Performance drops with dynamic parallelism

I modified the 0_Introduction/clock example to test my performance losses on a complex problem when using Dynamic Parallelism.
I observed huge time delays when launching kernels from within kernels and I am trying to understand why this is happening.

I added the -rdc=true flag to the nvcc command line to enable relocatable device code, which is required for Dynamic Parallelism.
And then I measured the elapsed time for different kernel executions.

  cudaDeviceSynchronize();
  std::chrono::high_resolution_clock::time_point t1, t2, t3;
  t1 = std::chrono::high_resolution_clock::now();
  timedReduction<<<NUM_BLOCKS, NUM_THREADS, sizeof(float) * 2 * NUM_THREADS>>>(
      dinput, doutput, dtimer);
  cudaDeviceSynchronize();
  t2 = std::chrono::high_resolution_clock::now();
  int gpu_duration = std::chrono::duration_cast<std::chrono::microseconds>(t2 - t1).count();
  std::cout << "timedReduction duration " << gpu_duration << std::endl;

As you can see, I synchronized the device before starting the timer, and then I measured the time after the kernel execution including the synchronization.

The first execution of this code gives me an output of
2529us and a second call to the same code gives me an output of 6us.
So I guess some kind of kernel compilation/preparation is done.

The next test measures calling an empty kernel:

__global__ void empty_test2() {}

  cudaDeviceSynchronize();
  t1 = std::chrono::high_resolution_clock::now();
  empty_test2<<<NUM_BLOCKS, NUM_THREADS, 0>>>();
  cudaDeviceSynchronize();
  t2 = std::chrono::high_resolution_clock::now();
  gpu_duration = std::chrono::duration_cast<std::chrono::microseconds>(t2 - t1).count();
  std::cout << "empty2 duration " << gpu_duration << std::endl;

The output for this code is 11us and 4us on the second call. Pretty normal so far.

When I now introduce dynamic parallelism by calling a kernel from within a kernel, the times go through the roof:

__global__ void empty_test2() {}
__global__ void empty_test() { empty_test2<<<1, 1, 0, cudaStreamFireAndForget>>>(); }

  cudaDeviceSynchronize();
  t1 = std::chrono::high_resolution_clock::now();
  empty_test<<<NUM_BLOCKS, NUM_THREADS, 0>>>();
  cudaDeviceSynchronize();
  t2 = std::chrono::high_resolution_clock::now();
  gpu_duration = std::chrono::duration_cast<std::chrono::microseconds>(t2 - t1).count();
  std::cout << "empty duration " << gpu_duration << std::endl;

Now the times for the first call are 1405us but they do not go down for the second call and stay at 1248us.
So doing nothing and a FireAndForget is much slower than doing serious work. If I use cudaStreamTailLaunch
these times go up to 8000us.
nsight-compute shows the time spend in empty_test as very fast followed by a huge cudaDeviceSynchronize block.
I also can not see the empty_test2 kernel in the timeline that is dynamically launched.
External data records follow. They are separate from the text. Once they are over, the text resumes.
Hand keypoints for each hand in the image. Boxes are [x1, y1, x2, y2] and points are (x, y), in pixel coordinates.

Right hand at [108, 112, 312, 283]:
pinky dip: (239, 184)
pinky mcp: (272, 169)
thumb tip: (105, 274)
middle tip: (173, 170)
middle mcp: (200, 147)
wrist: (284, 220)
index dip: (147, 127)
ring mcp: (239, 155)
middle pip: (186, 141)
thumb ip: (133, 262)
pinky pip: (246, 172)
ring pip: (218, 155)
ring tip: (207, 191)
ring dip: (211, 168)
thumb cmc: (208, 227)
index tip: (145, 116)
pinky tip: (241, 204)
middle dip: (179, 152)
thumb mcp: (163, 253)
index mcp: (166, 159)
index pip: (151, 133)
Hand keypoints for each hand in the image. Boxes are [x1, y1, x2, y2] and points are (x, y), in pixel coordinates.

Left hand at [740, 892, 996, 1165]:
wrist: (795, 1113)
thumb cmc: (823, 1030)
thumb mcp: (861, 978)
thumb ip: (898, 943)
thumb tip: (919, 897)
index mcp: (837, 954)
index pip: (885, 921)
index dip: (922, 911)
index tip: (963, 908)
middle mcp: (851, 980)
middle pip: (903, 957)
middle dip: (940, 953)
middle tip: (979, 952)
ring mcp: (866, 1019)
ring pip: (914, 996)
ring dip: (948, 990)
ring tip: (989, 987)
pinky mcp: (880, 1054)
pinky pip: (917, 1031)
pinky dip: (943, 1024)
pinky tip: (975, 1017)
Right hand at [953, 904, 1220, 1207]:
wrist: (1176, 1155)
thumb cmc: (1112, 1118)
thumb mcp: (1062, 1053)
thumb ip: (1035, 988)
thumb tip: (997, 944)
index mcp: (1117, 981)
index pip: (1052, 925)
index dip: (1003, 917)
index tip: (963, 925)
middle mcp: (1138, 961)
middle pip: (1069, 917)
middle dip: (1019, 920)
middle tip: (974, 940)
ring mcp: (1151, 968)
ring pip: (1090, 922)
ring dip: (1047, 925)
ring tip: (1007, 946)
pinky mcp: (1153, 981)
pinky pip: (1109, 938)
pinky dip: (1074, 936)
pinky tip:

Do you have any insights on why this is happening and how to avoid this performance loss?
I have a complex problems that requires several kernels to run concurrently and based on the output of this a recursion is done.
I want to avoid copying the output of the kernels back to the host just to check if my algorithm should proceed or not.

Here are my stats:

nvcc: NVIDIA (R) Cuda compiler driver
Copyright (c) 2005-2023 NVIDIA Corporation
Built on Fri_Jan__6_16:45:21_PST_2023
Cuda compilation tools, release 12.0, V12.0.140
Build cuda_12.0.r12.0/compiler.32267302_0

| NVIDIA-SMI 535.171.04             Driver Version: 535.171.04   CUDA Version: 12.2     |
on Ubuntu 23.10

Thank you for any advice on how to make use of dynamic kernel launches in a performant way.

1 Like

To my knowledge, the cost of launching a kernel from device code is about the same as launching a kernel from the host, that is, they both utilize the same hardware mechanism.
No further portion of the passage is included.